И в этом общем раю, болтая, распевая, бегая, танцуя, гоняясь за бабочками, срывая колокольчики, промачивая ажурные розовые чулки в высокой траве, свежие, сумасбродные, не мудрствуя лукаво, девушки с удовольствием получали от всех поцелуи, кроме одной Фантины, оберегаемой своей неприступностью; она была мечтательна и сурова — она любила. «Ты недотрога», — говорила ей Февурита.
Таковы радости молодости. Присутствие счастливых любовников таинственно влияет на жизнь и природу, оно выманивает из всего ласку и лучи. Жила-была волшебница, как говорится в сказке, которая создала луга и деревья специально для влюбленных. Поэтому, пока будут существовать на свете деревья и молодежь, влюбленные вечно будут бегать по лесам. Потому-то и весна пользуется такой популярностью у поэтов. Патриций и поденщик, герцог и приказный, придворный и деревенский люд, выражаясь по-старинному, все одинаково подвластны волшебнице. Смех, беготня, апофеоз в воздухе. Любовь — какая ты чародейка!

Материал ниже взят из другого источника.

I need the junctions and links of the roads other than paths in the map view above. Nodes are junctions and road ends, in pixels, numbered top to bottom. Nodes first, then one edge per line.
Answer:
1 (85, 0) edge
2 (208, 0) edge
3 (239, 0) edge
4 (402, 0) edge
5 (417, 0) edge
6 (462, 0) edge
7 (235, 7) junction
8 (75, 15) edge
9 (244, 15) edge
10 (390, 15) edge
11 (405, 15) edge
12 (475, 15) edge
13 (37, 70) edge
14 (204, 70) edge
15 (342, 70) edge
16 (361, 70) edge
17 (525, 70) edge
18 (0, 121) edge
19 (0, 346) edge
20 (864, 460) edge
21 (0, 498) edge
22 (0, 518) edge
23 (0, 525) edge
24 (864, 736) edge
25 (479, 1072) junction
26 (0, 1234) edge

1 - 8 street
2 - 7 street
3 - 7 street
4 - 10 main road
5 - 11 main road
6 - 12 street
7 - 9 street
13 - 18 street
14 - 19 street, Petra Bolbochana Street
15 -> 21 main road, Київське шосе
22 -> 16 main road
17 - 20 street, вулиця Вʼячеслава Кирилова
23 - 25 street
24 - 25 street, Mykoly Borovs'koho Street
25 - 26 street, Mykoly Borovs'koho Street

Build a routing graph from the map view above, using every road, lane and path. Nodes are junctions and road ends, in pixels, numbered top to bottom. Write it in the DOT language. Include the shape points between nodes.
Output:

Жалкий писец преображается в полубога. Визг, беготня друг за другом в траве, объятия на бегу и лепет, похожий на мелодии, обожание, выражающееся в манере произносить слог, вишни, вырываемые изо рта в рот, все сливается в одно небесное ликование.

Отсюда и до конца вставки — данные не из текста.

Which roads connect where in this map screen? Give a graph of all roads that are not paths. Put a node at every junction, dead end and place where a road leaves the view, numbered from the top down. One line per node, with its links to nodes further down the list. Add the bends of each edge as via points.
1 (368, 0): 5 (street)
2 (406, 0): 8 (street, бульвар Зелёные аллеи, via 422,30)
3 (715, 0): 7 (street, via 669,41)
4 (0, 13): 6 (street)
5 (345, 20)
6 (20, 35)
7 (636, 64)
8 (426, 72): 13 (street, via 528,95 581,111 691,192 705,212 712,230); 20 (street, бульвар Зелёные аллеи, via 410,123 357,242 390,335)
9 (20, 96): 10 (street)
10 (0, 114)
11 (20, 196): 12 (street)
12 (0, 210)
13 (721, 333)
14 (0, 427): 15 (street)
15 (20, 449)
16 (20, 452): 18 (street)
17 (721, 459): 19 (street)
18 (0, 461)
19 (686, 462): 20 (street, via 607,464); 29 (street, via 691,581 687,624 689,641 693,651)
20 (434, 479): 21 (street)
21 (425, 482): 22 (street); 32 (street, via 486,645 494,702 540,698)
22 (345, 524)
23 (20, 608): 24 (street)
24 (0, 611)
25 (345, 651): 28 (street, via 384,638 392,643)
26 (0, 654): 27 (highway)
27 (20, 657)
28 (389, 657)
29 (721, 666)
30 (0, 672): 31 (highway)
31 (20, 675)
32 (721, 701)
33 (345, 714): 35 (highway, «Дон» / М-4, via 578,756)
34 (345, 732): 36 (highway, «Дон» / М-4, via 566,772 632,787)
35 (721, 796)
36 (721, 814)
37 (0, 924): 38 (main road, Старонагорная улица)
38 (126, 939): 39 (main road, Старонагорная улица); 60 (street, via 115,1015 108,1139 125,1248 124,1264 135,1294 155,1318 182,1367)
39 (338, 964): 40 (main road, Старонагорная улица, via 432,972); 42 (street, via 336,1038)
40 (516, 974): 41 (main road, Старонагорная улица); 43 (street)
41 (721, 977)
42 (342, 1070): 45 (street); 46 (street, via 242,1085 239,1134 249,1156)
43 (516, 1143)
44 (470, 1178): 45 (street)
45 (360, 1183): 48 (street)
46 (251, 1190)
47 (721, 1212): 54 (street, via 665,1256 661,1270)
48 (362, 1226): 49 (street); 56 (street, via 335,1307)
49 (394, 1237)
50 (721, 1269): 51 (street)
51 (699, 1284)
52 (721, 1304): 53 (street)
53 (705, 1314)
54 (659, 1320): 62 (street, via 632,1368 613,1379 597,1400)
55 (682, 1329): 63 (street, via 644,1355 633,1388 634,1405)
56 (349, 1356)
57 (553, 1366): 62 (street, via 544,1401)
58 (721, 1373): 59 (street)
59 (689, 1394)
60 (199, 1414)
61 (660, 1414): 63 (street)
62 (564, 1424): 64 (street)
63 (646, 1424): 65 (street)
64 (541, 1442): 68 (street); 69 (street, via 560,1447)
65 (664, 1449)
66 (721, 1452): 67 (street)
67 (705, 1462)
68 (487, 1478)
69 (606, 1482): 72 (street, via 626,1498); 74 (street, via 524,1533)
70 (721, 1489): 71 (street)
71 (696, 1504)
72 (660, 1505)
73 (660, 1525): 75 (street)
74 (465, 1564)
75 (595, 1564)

Девушки щедро, пригоршнями разбрасывали нежности. Думают, что они неиссякаемы. Философы, поэты, живописцы смотрят на всю эту роскошь и не знают, что с нею делать, так она ослепляет их. «Отъезд в Киферу!» — восклицает Ватто{93}; Ланкре{94}, мещанский живописец, дивится на этих буржуа, забравшихся на небо; Дидро раскрывает объятия всем этим счастливцам, а д"Юрфе{95} перемешивает их с друидами.
После завтрака четыре пары отправились в так называемый в ту эпоху королевский цветник осматривать новое, только что привезенное из Индии растение, имя которого я запамятовал, но оно привлекало в ту пору весь Париж в Сен-Клу. Это было странное и хорошенькое деревце на высоком стволе, с бесчисленными ветвями, тоненькими, без листьев, перепутанными, унизанными бесчисленным количеством миниатюрных розанчиков, что придавало деревцу вид головы, осыпанной мириадами цветов. Около деревца собирались любопытные толпами.

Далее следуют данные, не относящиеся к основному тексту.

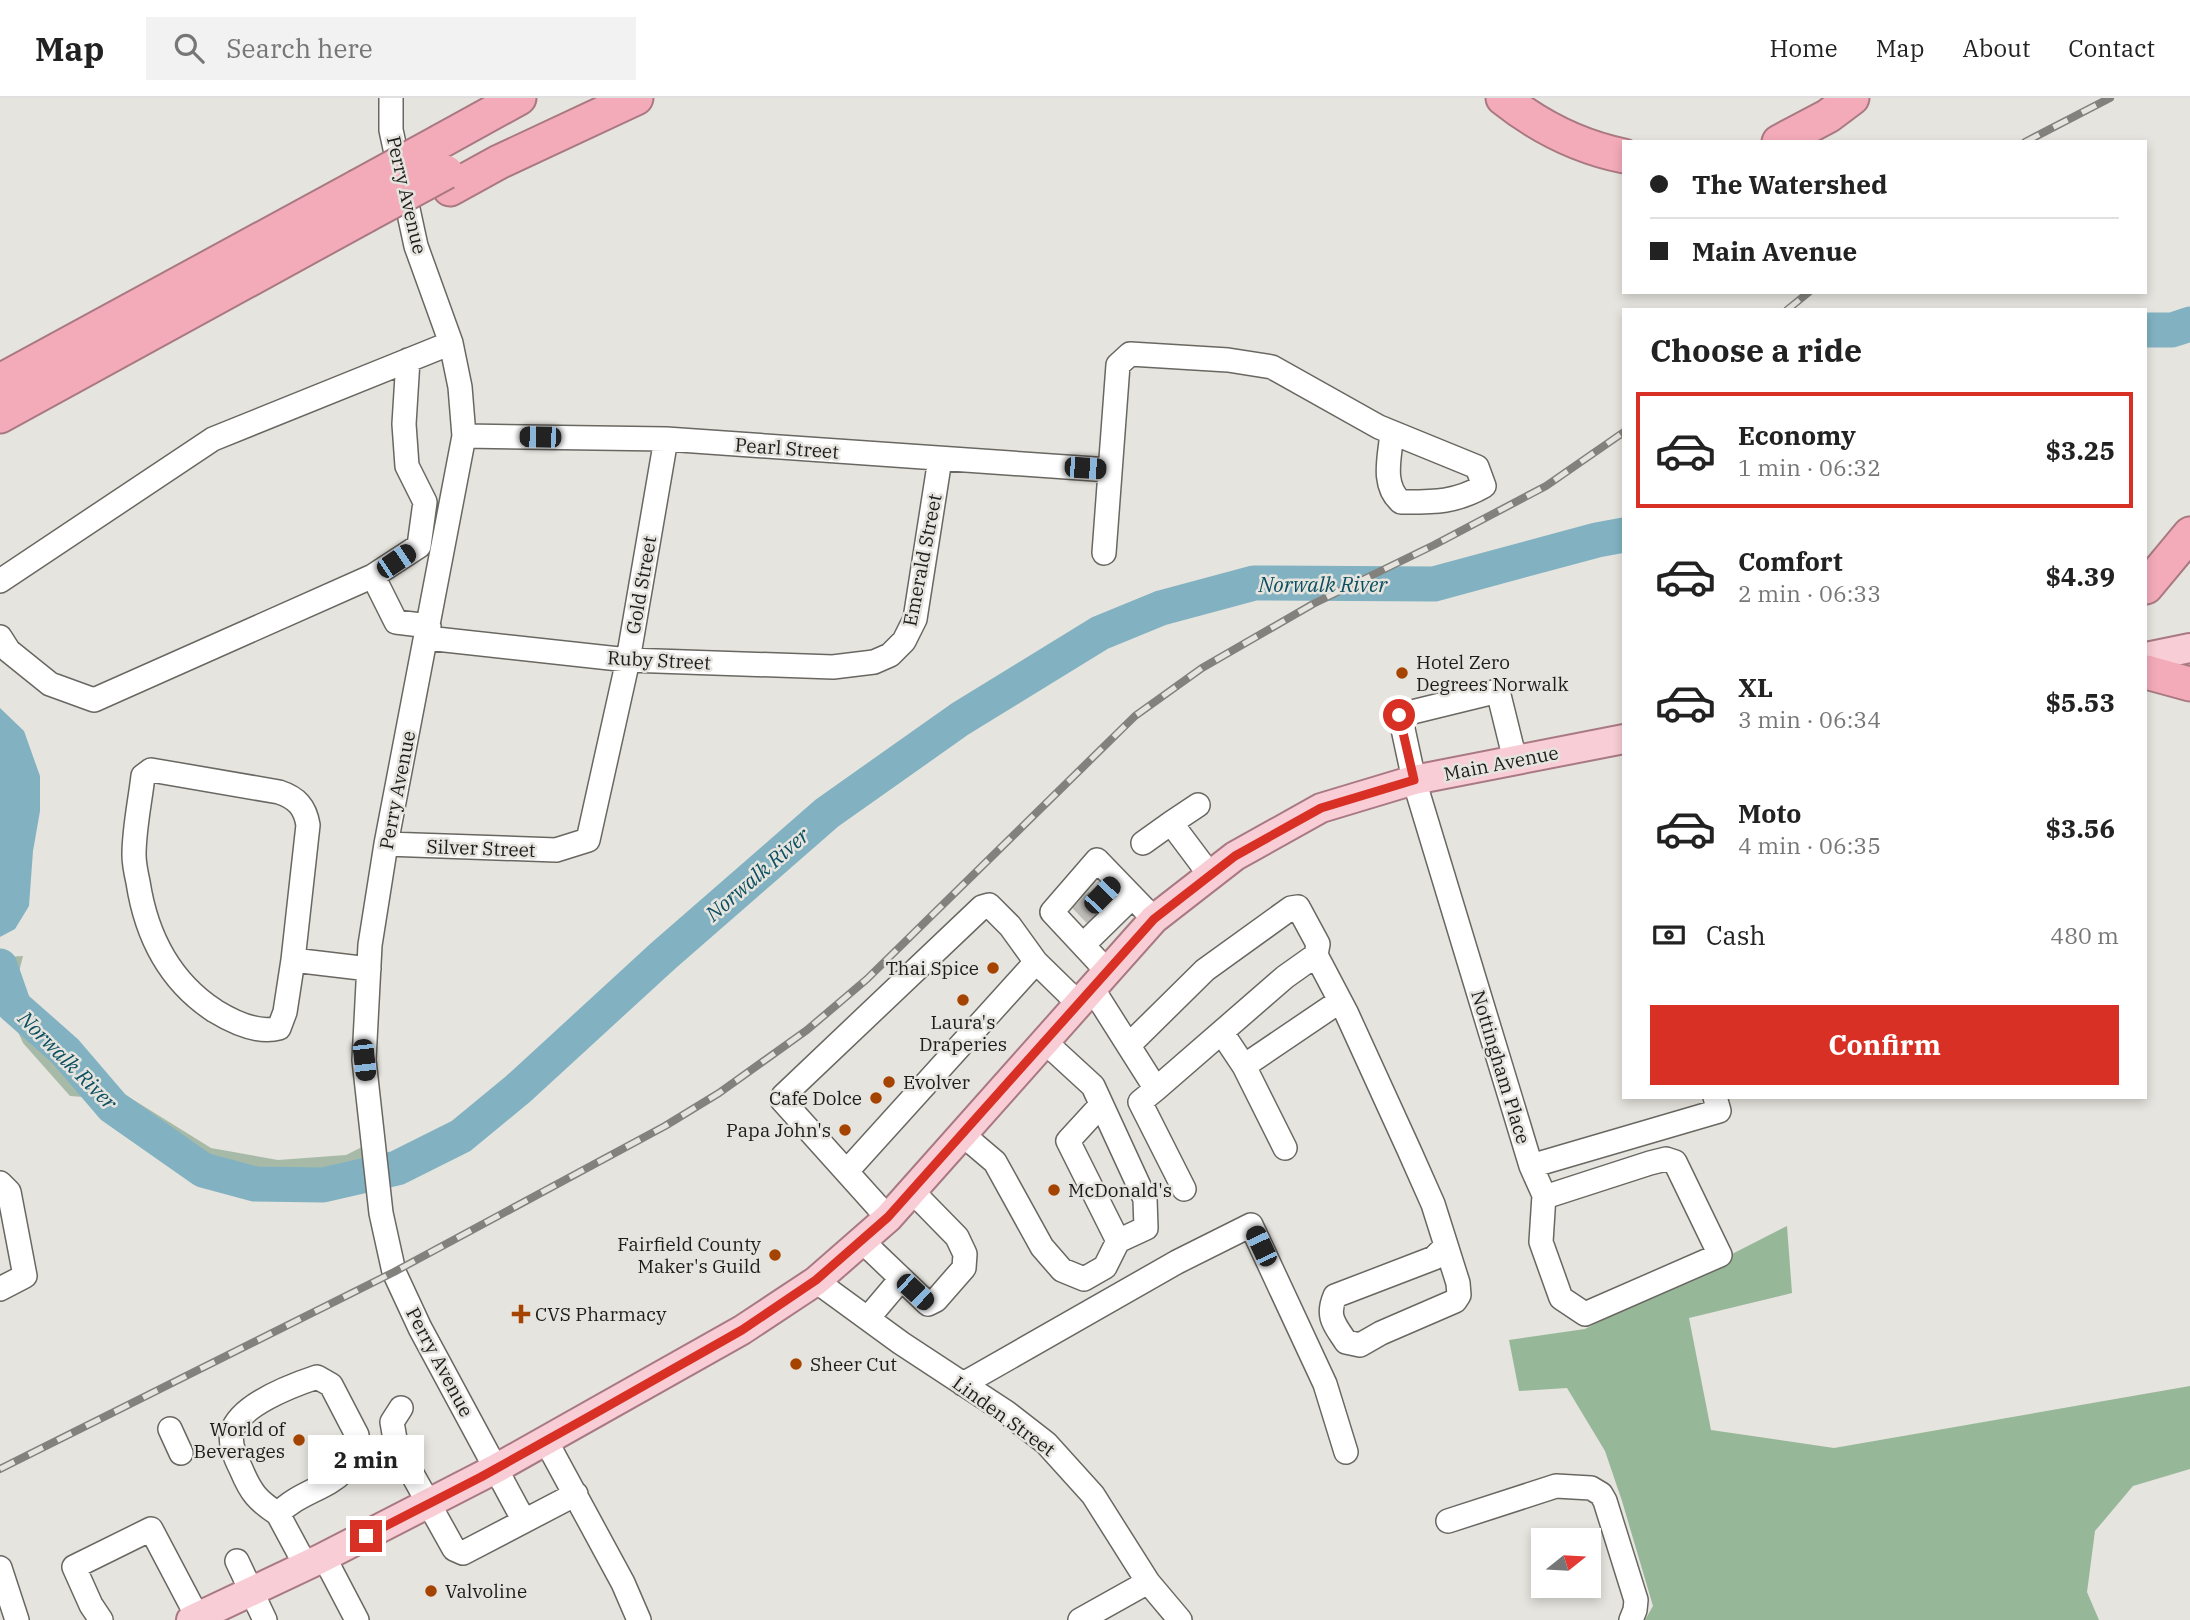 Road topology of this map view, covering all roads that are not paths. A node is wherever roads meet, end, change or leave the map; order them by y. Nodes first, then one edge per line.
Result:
1 (391, 98) edge
2 (480, 98) edge
3 (519, 98) edge
4 (581, 98) edge
5 (636, 98) edge
6 (1503, 98) edge
7 (1852, 98) edge
8 (1783, 140) edge
9 (1622, 155) edge
10 (443, 156) junction
11 (361, 201) junction
12 (452, 343) junction
13 (408, 360) junction
14 (0, 381) edge
15 (0, 416) edge
16 (1392, 433) dead end
17 (464, 436) junction
18 (666, 439) junction
19 (940, 459) junction
20 (1109, 470) junction
21 (2190, 534) edge
22 (1104, 553) dead end
23 (373, 576) junction
24 (0, 581) edge
25 (2147, 586) edge
26 (428, 632) junction
27 (0, 638) edge
28 (2190, 648) edge
29 (890, 655) joint
30 (2147, 657) edge
31 (628, 660) junction
32 (2147, 672) edge
33 (2190, 684) edge
34 (1622, 739) edge
35 (1515, 760) junction
36 (1414, 780) junction
37 (1198, 806) dead end
38 (1171, 823) junction
39 (1143, 843) dead end
40 (386, 844) junction
41 (575, 846) joint
42 (1210, 875) junction
43 (1132, 897) junction
44 (1154, 919) junction
45 (1077, 930) junction
46 (1317, 954) junction
47 (293, 960) junction
48 (1036, 962) junction
49 (369, 969) junction
50 (1092, 987) junction
51 (1340, 1001) junction
52 (1222, 1033) junction
53 (1044, 1041) junction
54 (1129, 1045) junction
55 (1244, 1066) junction
56 (1156, 1089) junction
57 (1717, 1104) edge
58 (1101, 1105) junction
59 (962, 1134) junction
60 (1284, 1148) dead end
61 (1531, 1166) junction
62 (847, 1171) junction
63 (0, 1183) edge
64 (1184, 1189) dead end
65 (912, 1191) junction
66 (1544, 1195) junction
67 (888, 1217) junction
68 (862, 1241) junction
69 (1118, 1241) junction
70 (1445, 1247) junction
71 (901, 1279) junction
72 (816, 1280) junction
73 (0, 1289) edge
74 (867, 1318) junction
75 (963, 1384) junction
76 (401, 1408) dead end
77 (170, 1429) dead end
78 (546, 1441) junction
79 (1346, 1452) dead end
80 (181, 1453) dead end
81 (496, 1468) junction
82 (576, 1494) junction
83 (429, 1503) junction
84 (278, 1514) junction
85 (524, 1521) junction
86 (1448, 1521) dead end
87 (237, 1561) dead end
88 (315, 1562) junction
89 (0, 1568) edge
90 (1148, 1582) junction
91 (252, 1591) junction
92 (196, 1619) edge
93 (17, 1620) edge
94 (101, 1620) edge
95 (265, 1620) edge
96 (357, 1620) edge
97 (639, 1620) edge
98 (1080, 1620) edge
99 (1180, 1620) edge
100 (1631, 1620) edge

1 - 12 street, Perry Avenue
2 - 10 highway
3 - 10 highway
4 - 10 highway
5 - 10 highway
6 - 9 highway
7 - 8 highway
10 - 11 highway, bridge
10 - 11 highway
11 - 14 highway
11 - 15 highway
12 - 13 street
12 - 17 street, Perry Avenue
13 - 23 street
13 - 24 street
16 - 20 street
17 - 18 street, Pearl Street
17 - 26 street, Perry Avenue
18 - 19 street, Pearl Street
18 - 31 street, Gold Street
19 - 20 street, Pearl Street
19 - 29 street, Emerald Street
20 - 22 street
21 - 25 highway
23 - 26 street, Ruby Street
23 - 27 street
26 - 31 street, Ruby Street
26 - 40 street, Perry Avenue
28 - 30 main road
29 - 31 street, Ruby Street
31 - 41 street, Gold Street
32 - 33 highway
34 - 35 main road, Main Avenue
35 - 36 main road, Main Avenue
35 - 36 street, Nottingham Place
36 - 42 main road, Main Avenue
36 - 61 street, Nottingham Place
37 - 38 street
38 - 39 street
38 - 42 street
40 - 41 street, Silver Street
40 - 49 street, Perry Avenue
42 - 44 main road, Main Avenue
43 - 44 street
43 - 45 street
43 - 45 street
44 - 50 main road, Main Avenue
45 - 50 street
46 - 51 street
46 - 52 street
46 - 54 street
47 - 47 street
47 - 49 street
48 - 50 street
48 - 62 street
48 - 62 street
49 - 81 street, Perry Avenue
50 - 53 main road, Main Avenue
50 - 54 street
51 - 55 street
51 - 70 street
52 - 55 street
52 - 56 street
53 - 58 street
53 - 59 main road, Main Avenue
54 - 56 street
55 - 60 street
56 - 64 street
57 - 61 street, Nottingham Place
58 - 69 street
58 - 69 street
59 - 65 main road, Main Avenue
59 - 69 street
61 - 66 street
62 - 67 street
63 - 73 street
65 - 67 main road, Main Avenue
65 - 71 street
66 - 66 street
67 - 68 main road, Main Avenue
68 - 71 street
68 - 72 main road, Main Avenue
70 - 70 street
71 - 74 street
72 - 74 street, Linden Street
72 - 78 main road, Main Avenue
74 - 75 street, Linden Street
75 - 79 street
75 - 90 street, Linden Street
76 - 83 street
77 - 80 street
78 - 81 main road, Main Avenue
78 - 82 street
81 - 83 main road, Main Avenue
81 - 85 street, Perry Avenue
82 - 85 street
82 - 97 street
83 - 85 street
83 - 88 main road, Main Avenue
84 - 84 street
84 - 88 street
86 - 100 street
87 - 91 street
88 - 91 main road, Main Avenue
88 - 96 street
89 - 93 street
90 - 98 street
90 - 99 street, Linden Street
91 - 92 main road, Main Avenue
91 - 95 street
92 - 94 street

После осмотра деревца Толомьес воскликнул: «Предлагаю ослов!» и, сторговавшись с погонщиком, они отправились в обратный путь на ослах через Ванвр и Исси. В Исси произошел эпизод. Парк, национальная собственность, находившийся в то время во владении подрядчика Бургена, оказался случайно открытым. Компания прошла за ограду, посетила грот с куклой анахорета, позабавилась эффектами пресловутого зеркального кабинета, этой циничной затеей, достойной сатира, сделавшегося миллионером, или Тюркаро, превращенного в Приапа{96}. Затем усердно покачались на качелях, подвешенных на двух каштановых деревьях, воспетых аббатом Берни{97}. Качая поочередно красавиц, что, кроме общего смеха, имело последствием драпирование летающих юбок прелестными складками, которые были бы находкой для Греза{98}, Толомьес, тулузец и немного испанец, так как Тулуза двоюродная сестра Толозы, спел меланхоличным голосом старинную испанскую песнь gallera, вероятно, вдохновленную какой-нибудь красавицей, раскачиваемой во весь дух на веревке между двумя деревьями.